Com direção cênica de Elisa Ohtake e regida pelo maestro Roberto Minczuk, a atual montagem despertou os ânimos desde a sua estreia, na sexta-feira passada (31), quando parte do público vaiou a produção a certa altura.

Nesta noite, a Orquestra Sinfônica Municipal já havia divulgado, em suas redes socais, uma nota repudiando a medida disciplinar contra Fountain.

Procurada na última quinta (6), a Sustenidos afirmou que não comenta procedimentos internos de gestão de pessoas, “com o intuito de preservar os colaboradores”.

Em suas redes sociais, Fountain chamou a montagem de “Macbeth” de “destruição da ópera e da música clássica no TMSP.”

Segundo o documento de suspensão disciplinar —por um período de um mês, sem direito a salário—, as publicações no Instagram têm “conteúdo ofensivo e calunioso contra o empregador”. Além disso, segundo o texto, representa falta grave, conforme a legislação trabalhista brasileira.

“Chama atenção o prazo da penalidade de 30 dias, porque é o máximo permitido pela CLT”, diz o advogado do músico, Gabriel Franco. “Medidas disciplinares dessa duração são extremamente raras, sendo cabíveis apenas em situações de gravíssima conduta funcional, o que não se verifica no caso.” Para o advogado, os posts de Fountain se encaixam como liberdade de expressão.

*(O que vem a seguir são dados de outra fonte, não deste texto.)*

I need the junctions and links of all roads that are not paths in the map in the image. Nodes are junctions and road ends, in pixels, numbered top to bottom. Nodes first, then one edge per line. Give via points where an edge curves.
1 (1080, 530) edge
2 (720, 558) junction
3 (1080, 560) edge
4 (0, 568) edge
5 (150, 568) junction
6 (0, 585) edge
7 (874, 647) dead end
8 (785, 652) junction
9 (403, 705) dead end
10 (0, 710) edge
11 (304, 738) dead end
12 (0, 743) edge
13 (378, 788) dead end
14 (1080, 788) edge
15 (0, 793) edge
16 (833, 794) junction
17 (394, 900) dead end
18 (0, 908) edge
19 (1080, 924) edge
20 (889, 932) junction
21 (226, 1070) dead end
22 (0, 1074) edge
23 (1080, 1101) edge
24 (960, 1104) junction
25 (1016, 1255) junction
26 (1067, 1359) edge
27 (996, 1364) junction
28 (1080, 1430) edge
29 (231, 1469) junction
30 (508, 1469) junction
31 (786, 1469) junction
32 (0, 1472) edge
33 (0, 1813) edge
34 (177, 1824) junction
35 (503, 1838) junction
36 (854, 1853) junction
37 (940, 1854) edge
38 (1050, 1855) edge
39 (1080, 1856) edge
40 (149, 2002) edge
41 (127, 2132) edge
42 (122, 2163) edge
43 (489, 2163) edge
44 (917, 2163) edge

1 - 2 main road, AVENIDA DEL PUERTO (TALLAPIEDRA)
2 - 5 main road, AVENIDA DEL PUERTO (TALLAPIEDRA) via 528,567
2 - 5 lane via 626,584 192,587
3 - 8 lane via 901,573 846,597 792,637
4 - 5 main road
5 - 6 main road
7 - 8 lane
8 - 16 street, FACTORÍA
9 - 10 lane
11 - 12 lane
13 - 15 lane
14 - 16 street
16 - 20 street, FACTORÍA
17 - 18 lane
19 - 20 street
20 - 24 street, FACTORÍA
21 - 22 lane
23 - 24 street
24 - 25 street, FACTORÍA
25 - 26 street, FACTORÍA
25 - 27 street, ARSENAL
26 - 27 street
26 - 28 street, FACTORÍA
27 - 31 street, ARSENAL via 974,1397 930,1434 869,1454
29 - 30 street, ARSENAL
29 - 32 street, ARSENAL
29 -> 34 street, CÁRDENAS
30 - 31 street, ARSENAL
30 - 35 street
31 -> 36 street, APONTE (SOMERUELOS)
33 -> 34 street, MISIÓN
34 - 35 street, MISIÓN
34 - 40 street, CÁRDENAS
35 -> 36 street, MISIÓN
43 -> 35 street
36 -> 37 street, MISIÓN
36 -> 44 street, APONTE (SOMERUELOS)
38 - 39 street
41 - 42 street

O episódio acontece em meio a uma guerra ideológica que foi conflagrada, nos últimos quatro anos, nesse que é um dos palcos mais importantes do país. De um lado, a Sustenidos é acusada de ter direção artística orientada por pautas ligadas à esquerda, envolvendo a busca por mais diversidade e a desconstrução da ópera, da música clássica e da dança contemporânea.

Do outro, vereadores conservadores, aliados a Ricardo Nunes (MDB), se posicionaram contra a gestora, por uma suposta doutrinação ideológica no teatro.

No mês passado, o prefeito Ricardo Nunes pediu a rescisão do contrato da administradora Sustenidos com o teatro. Isso aconteceu após o diretor de elenco do Municipal, Pedro Guida, ter compartilhado um vídeo visto por parte dos espectadores como uma comemoração do assassinato do influenciador trumpista Charlie Kirk.